Долговременность сквозь мгновение

Камень сквозь снег проступает Ночь проступает сквозь день Медленно день убывает Темнеет день Времени нам не хватает Слишком скоро усталость приходит Слишком рано темнеет И уже ночь Мы открыли бы страшные тайны Мы простерли бы души к звукам Мы коснулись бы черных рук Страшных дивных последних мук

 

Мнемотехника

Черное дерево вечера росло посредине анемоны Со сказочной быстротой Опять что-то происходило за границами понимания Изменялись окна стекла касались времени А за окном была новая жизнь Все меняло свое название как в те прошлые годы Железо улыбок звучало ударами дождевых лилий Потом все прошло и снова была ночь

 

Допотопный литературный ад

1

Зеленую звезду несет трамвай на палке, Народ вприпрыжку вырвался домой. Несовершеннолетние нахалки Смеются над зимой и надо мной. Слегка поет гармоника дверей, В их лопастях запуталось веселье И белый зверь — бычок на новоселье — Луна, мыча, гуляет на дворе. Непрошенные мысли-новобранцы Толпятся посреди казармы лет. Я вижу жалкого ученика при ранце, На нем расселся, как жокей, скелет. Болтает колокольня над столицей Развязным и тяжелым языком. Из подворотни вечер белолицый Грозит городовому кулаком. Извозчики, похожие на фавнов, Поют, махая маленьким кнутом. А жизнь твоя, чужая и подавно, Цветет тяжелым снеговым цветком. Пускай в дыму закроет пасть до срока Литературный допотопный ад!
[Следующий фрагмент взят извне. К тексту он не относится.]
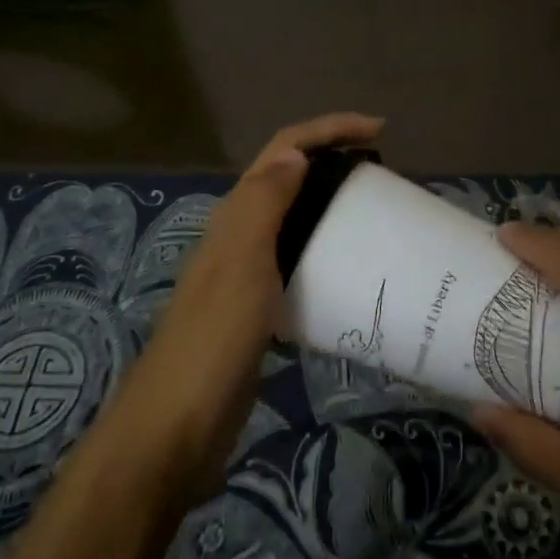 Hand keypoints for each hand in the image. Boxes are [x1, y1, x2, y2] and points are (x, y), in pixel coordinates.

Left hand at [108, 112, 384, 488]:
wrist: (176, 429)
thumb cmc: (213, 340)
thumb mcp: (241, 263)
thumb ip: (264, 204)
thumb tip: (296, 152)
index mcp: (235, 216)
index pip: (283, 149)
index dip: (328, 129)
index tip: (379, 130)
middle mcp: (239, 235)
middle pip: (288, 178)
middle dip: (332, 161)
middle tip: (382, 176)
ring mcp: (247, 274)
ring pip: (293, 221)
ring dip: (329, 205)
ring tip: (375, 215)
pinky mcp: (258, 310)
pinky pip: (297, 264)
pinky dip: (325, 252)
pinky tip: (351, 273) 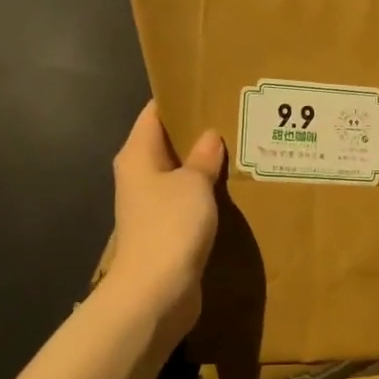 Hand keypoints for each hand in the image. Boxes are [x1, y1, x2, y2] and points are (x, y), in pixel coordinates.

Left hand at [108, 102, 223, 340]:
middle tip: (236, 117)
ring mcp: (151, 206)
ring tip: (241, 150)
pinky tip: (233, 191)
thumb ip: (203, 158)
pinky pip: (187, 203)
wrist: (155, 292)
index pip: (155, 113)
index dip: (180, 97)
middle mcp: (139, 177)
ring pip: (180, 175)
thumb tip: (209, 136)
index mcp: (137, 155)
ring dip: (204, 167)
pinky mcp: (166, 232)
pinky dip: (206, 195)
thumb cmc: (170, 226)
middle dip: (198, 132)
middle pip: (168, 144)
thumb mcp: (193, 183)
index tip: (210, 86) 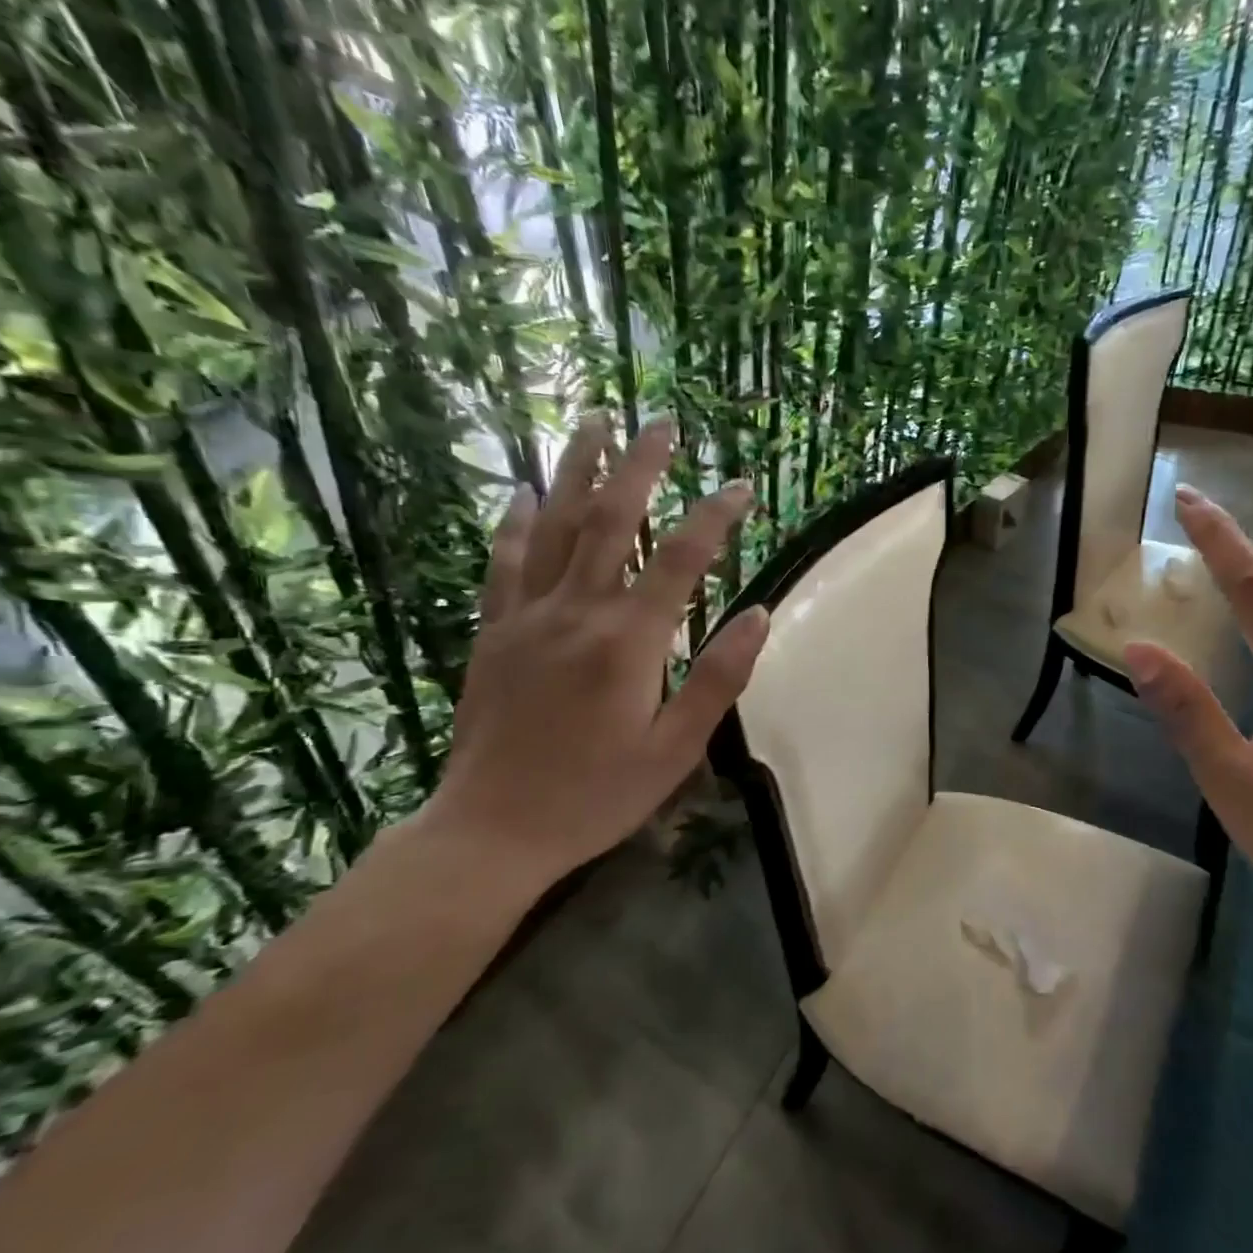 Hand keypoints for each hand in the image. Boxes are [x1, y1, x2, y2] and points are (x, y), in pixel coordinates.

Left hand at [421, 418, 767, 886]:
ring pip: (554, 527)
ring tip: (592, 421)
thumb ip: (720, 678)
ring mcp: (527, 618)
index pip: (682, 561)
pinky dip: (516, 523)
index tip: (741, 486)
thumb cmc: (596, 796)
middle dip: (640, 467)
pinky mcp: (493, 633)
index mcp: (628, 643)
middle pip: (612, 521)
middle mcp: (576, 613)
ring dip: (576, 470)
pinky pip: (505, 564)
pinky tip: (523, 492)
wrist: (491, 831)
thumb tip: (761, 614)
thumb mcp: (677, 748)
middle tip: (661, 423)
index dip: (715, 518) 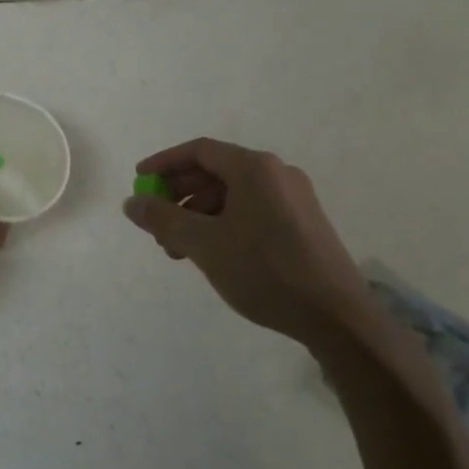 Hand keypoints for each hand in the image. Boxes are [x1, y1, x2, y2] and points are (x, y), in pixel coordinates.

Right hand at [122, 138, 371, 344]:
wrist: (337, 318)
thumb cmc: (265, 271)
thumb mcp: (204, 244)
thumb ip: (163, 219)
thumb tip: (132, 202)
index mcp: (254, 167)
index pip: (199, 150)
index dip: (165, 163)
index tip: (140, 179)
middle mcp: (276, 173)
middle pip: (216, 171)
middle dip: (180, 194)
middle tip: (156, 221)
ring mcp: (294, 199)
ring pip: (234, 195)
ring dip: (200, 215)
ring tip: (179, 250)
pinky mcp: (304, 224)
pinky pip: (253, 211)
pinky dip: (225, 224)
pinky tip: (213, 254) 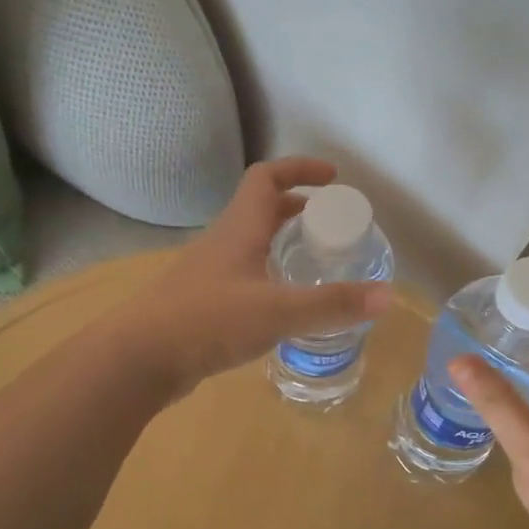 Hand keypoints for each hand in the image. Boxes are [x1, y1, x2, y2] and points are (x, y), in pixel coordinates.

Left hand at [115, 157, 390, 400]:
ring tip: (314, 266)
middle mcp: (222, 243)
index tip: (334, 178)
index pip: (267, 177)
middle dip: (298, 209)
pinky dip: (268, 277)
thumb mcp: (277, 311)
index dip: (300, 169)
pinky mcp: (202, 303)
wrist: (139, 358)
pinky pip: (242, 276)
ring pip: (250, 244)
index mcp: (239, 229)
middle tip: (331, 227)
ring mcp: (208, 274)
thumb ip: (332, 304)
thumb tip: (389, 295)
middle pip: (261, 209)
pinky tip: (282, 307)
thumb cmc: (207, 321)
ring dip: (282, 245) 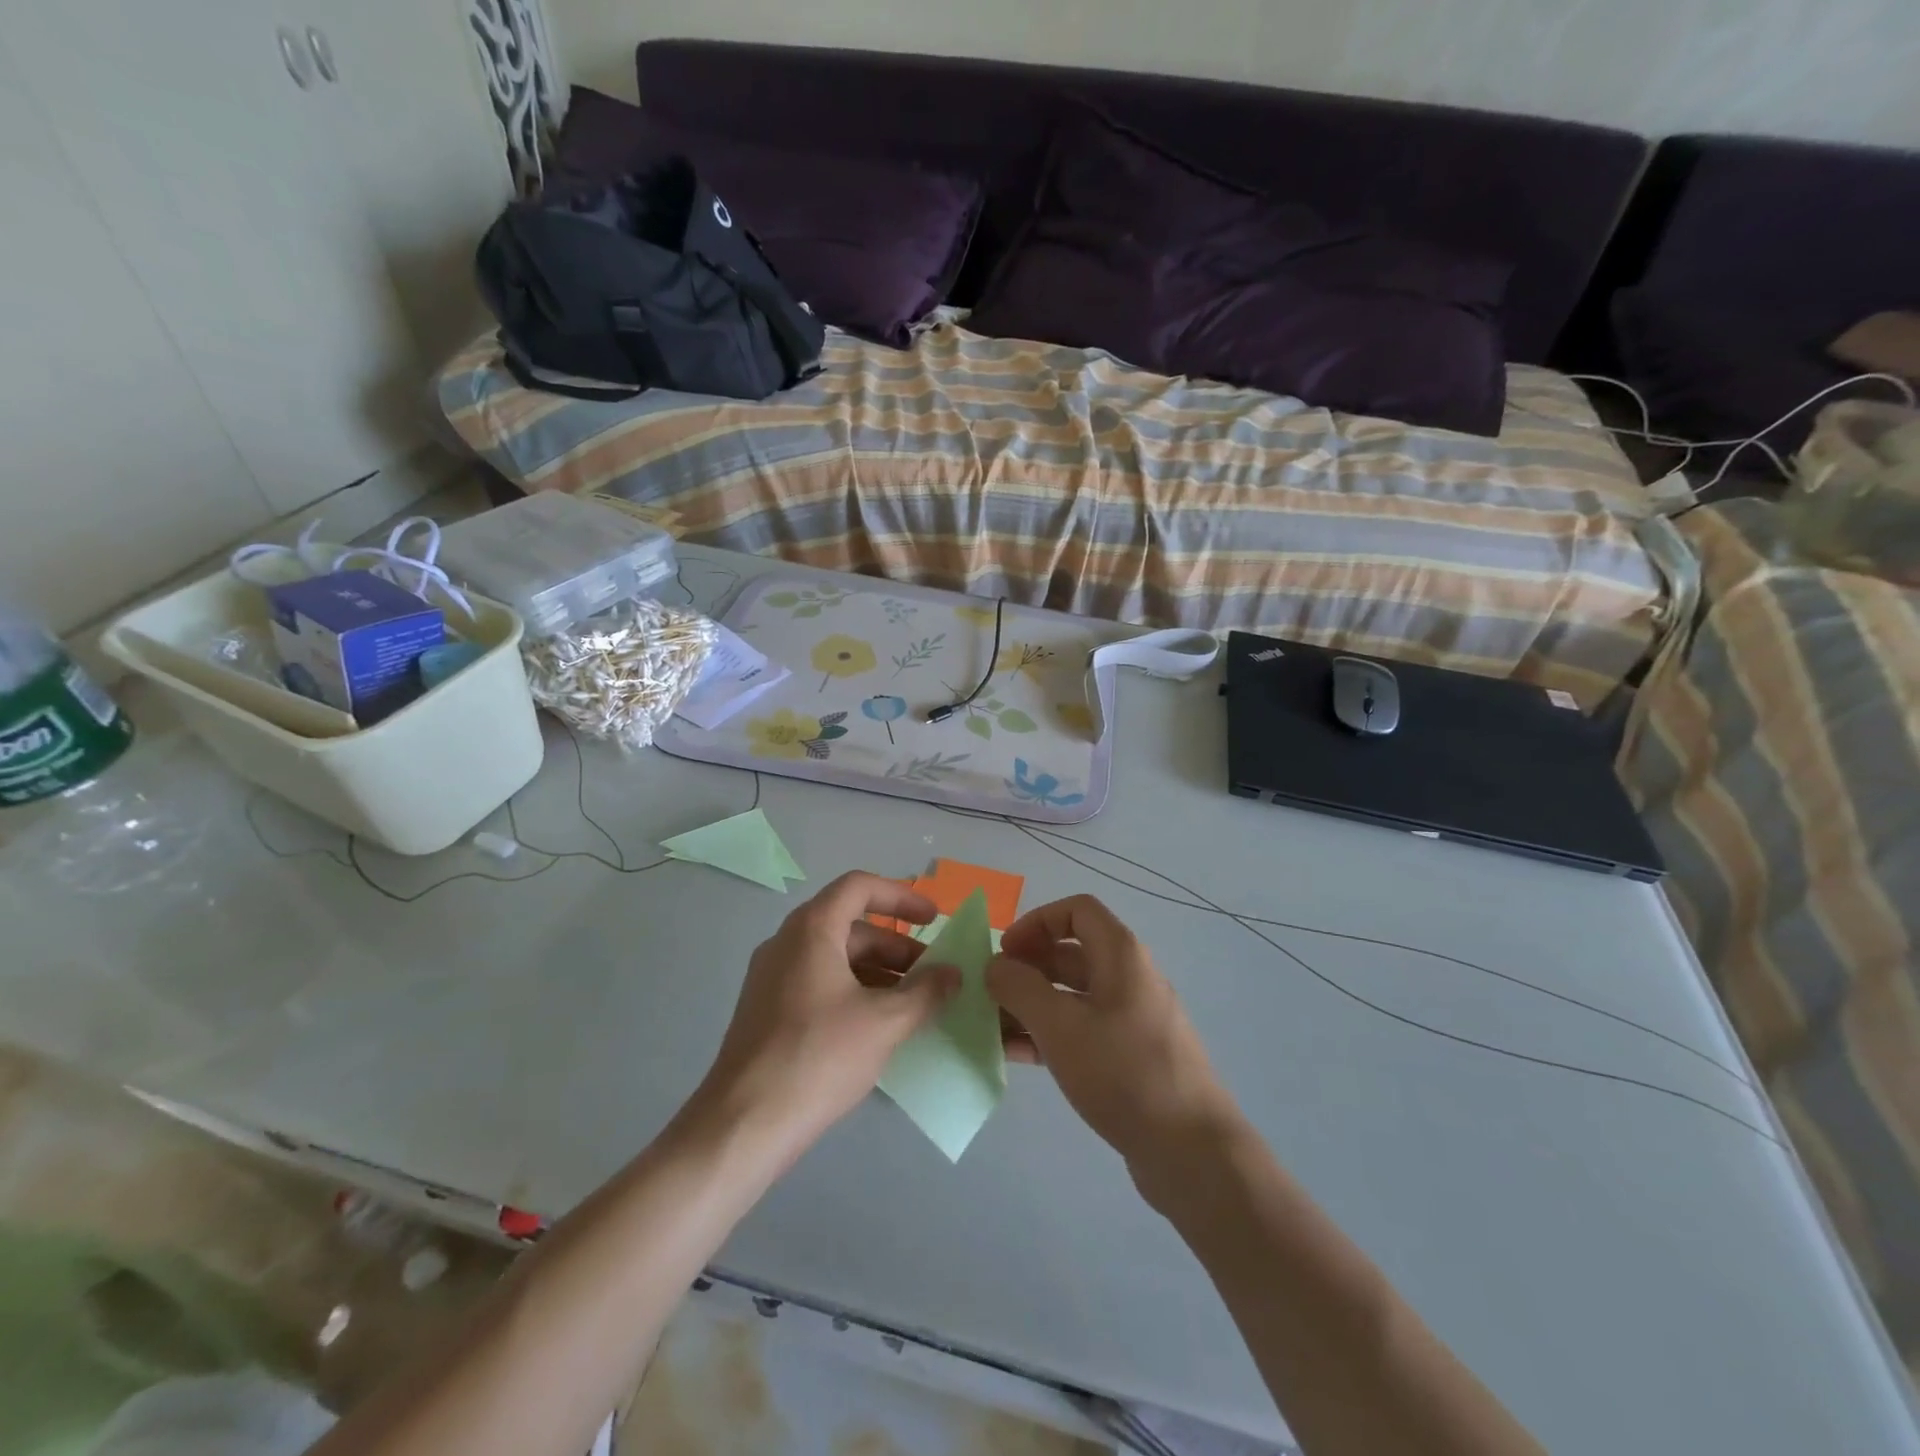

Супруга Лота, не гляди назад, Не смей трещать певучая сорока.

2

Как лязгает на холоде зубами Огромный лакированный мотор! А в нем, едва переводя губами, Богач жует надушенный платок. Шагают храбро лысые скелеты, На них висят, как раки, ордена. А в небе белом, белизной жилета, Стоят часы — пузатая луна. Блестит театр золотом сусальным, Ревут актеры, тыча к потолку, А в воздухе, как кобель колоссальный, Оркестр лает на кота-толпу. И все клубится ядовитым дымом, И все течет, как страшные духи, И лишь во мгле, толсты и невредимы, Орут в больших цилиндрах петухи. Сжимаются как челюсти подъезды И ширятся дома как животы, И к каждому развязно по приезду Подходит смерть и говорит на ты. О нет, не надо, закатись, умри, Отравленная молодость на даче! Туши, приятель, елки, фонари, Лови коньки, уничтожай задачи. О, разорвите памяти билет На представленье акробатки в цирке, Которую песок, глухой атлет, Сломал в руках, как вазочку иль циркуль.

 

Учитель

Кто твой учитель пенья? Тот, кто идет по кругу. Где ты его увидел? На границе вечных снегов. Почему ты его не разбудишь? Потому что он бы умер. Почему ты о нем не плачешь? Потому что он это я.

 

Был страшный холод

Был страшный холод, трескались деревья. Снаружи  сердце перестало биться. Луна стояла на краю деревни, Лучом пытаясь обогреть темницы. Все было тихо, фабрики стояли, Трамваи шли, обледенев до мачты, Лишь вдалеке, на страшном расстояньи Дышал экспресс у черной водокачки. Все было мне знакомо в темном доме, Изобретатели трудились у воронок, И спал, сраженный неземной истомой, В гусарском кителе больной орленок.